Segment Start: Task data
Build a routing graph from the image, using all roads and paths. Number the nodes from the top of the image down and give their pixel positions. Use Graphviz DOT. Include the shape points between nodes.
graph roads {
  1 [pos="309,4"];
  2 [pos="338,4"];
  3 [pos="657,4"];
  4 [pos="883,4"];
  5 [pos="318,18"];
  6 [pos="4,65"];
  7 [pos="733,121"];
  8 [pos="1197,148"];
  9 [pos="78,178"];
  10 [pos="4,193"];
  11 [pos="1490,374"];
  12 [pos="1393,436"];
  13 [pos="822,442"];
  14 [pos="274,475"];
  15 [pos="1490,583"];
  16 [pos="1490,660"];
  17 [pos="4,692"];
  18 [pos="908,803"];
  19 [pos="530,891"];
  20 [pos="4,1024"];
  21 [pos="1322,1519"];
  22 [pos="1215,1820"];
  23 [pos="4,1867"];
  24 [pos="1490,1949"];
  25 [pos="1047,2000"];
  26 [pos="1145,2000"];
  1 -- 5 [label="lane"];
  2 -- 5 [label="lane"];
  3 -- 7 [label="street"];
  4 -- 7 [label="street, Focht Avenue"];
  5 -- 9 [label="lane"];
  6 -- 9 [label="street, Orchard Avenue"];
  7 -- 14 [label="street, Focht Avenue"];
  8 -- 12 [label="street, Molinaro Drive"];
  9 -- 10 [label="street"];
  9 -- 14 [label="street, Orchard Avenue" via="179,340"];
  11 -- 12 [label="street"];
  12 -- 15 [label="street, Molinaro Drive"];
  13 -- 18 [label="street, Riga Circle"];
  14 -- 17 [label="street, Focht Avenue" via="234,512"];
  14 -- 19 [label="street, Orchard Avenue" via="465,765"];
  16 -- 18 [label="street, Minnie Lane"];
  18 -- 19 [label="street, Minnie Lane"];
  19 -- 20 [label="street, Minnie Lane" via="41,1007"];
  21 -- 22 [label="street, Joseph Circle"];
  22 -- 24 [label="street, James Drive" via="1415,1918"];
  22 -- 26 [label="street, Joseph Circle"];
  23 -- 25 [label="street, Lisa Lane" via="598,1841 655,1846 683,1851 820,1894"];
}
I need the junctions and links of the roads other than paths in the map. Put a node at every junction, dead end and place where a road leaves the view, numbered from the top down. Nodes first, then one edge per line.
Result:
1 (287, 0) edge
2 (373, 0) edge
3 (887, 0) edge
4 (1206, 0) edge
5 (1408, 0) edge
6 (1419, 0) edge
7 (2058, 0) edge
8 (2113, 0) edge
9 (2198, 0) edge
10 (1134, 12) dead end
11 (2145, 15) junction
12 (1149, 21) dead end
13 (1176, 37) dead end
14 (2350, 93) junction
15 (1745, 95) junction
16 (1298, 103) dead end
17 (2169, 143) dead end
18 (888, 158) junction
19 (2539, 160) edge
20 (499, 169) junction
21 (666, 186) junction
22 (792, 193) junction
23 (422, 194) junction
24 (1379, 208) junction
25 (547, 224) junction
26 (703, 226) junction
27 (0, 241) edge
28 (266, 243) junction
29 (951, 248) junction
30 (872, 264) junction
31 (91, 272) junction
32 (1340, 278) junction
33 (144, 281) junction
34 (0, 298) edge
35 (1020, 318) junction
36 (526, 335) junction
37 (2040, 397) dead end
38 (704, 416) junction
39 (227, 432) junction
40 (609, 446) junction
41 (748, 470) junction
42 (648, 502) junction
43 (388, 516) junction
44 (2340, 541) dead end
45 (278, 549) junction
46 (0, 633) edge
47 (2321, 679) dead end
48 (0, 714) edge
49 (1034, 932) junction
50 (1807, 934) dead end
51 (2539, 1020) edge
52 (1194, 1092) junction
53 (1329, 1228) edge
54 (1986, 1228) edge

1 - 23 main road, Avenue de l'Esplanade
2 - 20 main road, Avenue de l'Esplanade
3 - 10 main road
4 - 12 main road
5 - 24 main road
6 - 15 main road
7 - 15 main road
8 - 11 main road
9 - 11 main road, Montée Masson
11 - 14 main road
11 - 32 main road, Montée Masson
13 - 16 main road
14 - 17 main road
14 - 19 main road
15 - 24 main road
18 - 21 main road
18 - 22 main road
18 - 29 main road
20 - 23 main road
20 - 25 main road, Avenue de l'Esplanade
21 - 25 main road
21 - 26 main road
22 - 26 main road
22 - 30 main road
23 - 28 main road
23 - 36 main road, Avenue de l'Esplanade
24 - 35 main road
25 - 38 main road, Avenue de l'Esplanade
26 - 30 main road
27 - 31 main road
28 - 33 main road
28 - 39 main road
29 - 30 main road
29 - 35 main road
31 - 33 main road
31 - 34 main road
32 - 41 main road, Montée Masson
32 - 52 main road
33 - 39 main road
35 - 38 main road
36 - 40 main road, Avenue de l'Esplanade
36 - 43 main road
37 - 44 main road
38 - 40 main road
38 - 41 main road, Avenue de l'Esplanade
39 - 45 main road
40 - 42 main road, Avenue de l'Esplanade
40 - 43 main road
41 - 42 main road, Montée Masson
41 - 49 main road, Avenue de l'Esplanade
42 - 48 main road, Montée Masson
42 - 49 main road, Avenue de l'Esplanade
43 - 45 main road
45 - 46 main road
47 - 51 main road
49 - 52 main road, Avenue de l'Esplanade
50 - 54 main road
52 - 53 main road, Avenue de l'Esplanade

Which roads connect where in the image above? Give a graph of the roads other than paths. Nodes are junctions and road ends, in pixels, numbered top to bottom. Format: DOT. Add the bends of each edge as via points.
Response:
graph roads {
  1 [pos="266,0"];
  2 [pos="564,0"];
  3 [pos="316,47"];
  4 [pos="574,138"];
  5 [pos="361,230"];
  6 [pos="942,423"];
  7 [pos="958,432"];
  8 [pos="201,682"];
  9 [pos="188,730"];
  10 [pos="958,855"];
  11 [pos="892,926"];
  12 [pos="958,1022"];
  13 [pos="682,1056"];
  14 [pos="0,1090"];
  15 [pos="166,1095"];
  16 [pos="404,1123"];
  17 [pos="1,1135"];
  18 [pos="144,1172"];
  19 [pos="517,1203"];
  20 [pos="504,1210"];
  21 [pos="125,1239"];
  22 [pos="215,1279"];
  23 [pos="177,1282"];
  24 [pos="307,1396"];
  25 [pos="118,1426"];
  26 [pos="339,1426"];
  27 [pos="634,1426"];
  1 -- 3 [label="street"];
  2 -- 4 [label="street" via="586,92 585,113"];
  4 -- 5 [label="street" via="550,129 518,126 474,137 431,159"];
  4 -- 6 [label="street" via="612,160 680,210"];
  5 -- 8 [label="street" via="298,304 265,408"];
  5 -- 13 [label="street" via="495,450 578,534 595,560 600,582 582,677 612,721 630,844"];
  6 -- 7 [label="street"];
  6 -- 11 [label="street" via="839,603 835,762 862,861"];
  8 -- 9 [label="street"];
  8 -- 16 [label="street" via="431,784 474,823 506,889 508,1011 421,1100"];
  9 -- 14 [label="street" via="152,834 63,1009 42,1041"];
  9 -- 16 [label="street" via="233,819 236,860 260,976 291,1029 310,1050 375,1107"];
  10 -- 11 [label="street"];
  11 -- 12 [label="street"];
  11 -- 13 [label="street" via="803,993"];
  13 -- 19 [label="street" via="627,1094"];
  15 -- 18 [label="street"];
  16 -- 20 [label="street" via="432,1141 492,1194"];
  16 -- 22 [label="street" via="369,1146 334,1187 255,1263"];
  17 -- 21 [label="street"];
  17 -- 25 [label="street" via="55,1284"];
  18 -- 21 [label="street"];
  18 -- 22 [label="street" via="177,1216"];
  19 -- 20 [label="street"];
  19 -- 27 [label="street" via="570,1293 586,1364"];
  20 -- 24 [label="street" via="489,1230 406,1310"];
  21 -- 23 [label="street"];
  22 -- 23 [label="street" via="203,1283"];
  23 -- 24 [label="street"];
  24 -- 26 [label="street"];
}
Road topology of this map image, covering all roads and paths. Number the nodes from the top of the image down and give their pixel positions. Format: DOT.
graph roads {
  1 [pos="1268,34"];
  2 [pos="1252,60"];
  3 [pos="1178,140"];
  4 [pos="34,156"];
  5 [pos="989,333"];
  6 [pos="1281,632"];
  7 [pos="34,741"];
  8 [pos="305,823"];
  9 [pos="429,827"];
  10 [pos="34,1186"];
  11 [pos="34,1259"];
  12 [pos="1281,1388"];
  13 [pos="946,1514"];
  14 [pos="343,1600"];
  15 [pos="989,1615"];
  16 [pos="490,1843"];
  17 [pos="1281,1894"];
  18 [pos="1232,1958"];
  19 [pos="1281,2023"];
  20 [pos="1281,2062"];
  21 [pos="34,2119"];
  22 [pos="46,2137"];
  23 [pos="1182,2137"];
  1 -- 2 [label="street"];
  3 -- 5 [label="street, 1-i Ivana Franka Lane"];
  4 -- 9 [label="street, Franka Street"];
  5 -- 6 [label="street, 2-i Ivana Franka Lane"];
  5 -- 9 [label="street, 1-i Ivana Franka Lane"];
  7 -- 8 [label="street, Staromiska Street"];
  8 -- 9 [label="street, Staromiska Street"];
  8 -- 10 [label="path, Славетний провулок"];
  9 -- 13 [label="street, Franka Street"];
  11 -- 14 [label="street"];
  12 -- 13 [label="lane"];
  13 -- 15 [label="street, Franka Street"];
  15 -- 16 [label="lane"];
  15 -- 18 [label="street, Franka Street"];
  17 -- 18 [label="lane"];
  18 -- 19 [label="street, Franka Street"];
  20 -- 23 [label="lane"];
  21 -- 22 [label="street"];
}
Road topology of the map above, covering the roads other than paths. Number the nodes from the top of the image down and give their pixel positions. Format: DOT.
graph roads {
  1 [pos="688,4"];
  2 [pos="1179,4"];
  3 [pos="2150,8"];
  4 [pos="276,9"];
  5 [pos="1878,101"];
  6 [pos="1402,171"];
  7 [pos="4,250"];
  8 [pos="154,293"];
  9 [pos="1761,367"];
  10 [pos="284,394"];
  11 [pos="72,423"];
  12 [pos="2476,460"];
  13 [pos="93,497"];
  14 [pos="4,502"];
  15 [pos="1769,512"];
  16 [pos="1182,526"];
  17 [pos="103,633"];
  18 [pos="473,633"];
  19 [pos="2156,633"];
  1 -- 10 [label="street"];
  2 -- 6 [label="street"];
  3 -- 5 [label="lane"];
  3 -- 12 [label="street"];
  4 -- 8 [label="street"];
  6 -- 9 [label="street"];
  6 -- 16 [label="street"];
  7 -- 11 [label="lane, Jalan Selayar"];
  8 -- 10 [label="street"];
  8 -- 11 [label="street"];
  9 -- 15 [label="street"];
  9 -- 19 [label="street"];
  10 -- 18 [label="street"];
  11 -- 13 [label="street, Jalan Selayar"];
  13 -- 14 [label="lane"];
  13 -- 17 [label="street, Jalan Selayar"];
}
Segment End: Task data
-- What to work on --
How many lines in the entries contain the string "Selayar"? Give the number only.

-- Solution to the exercise --
3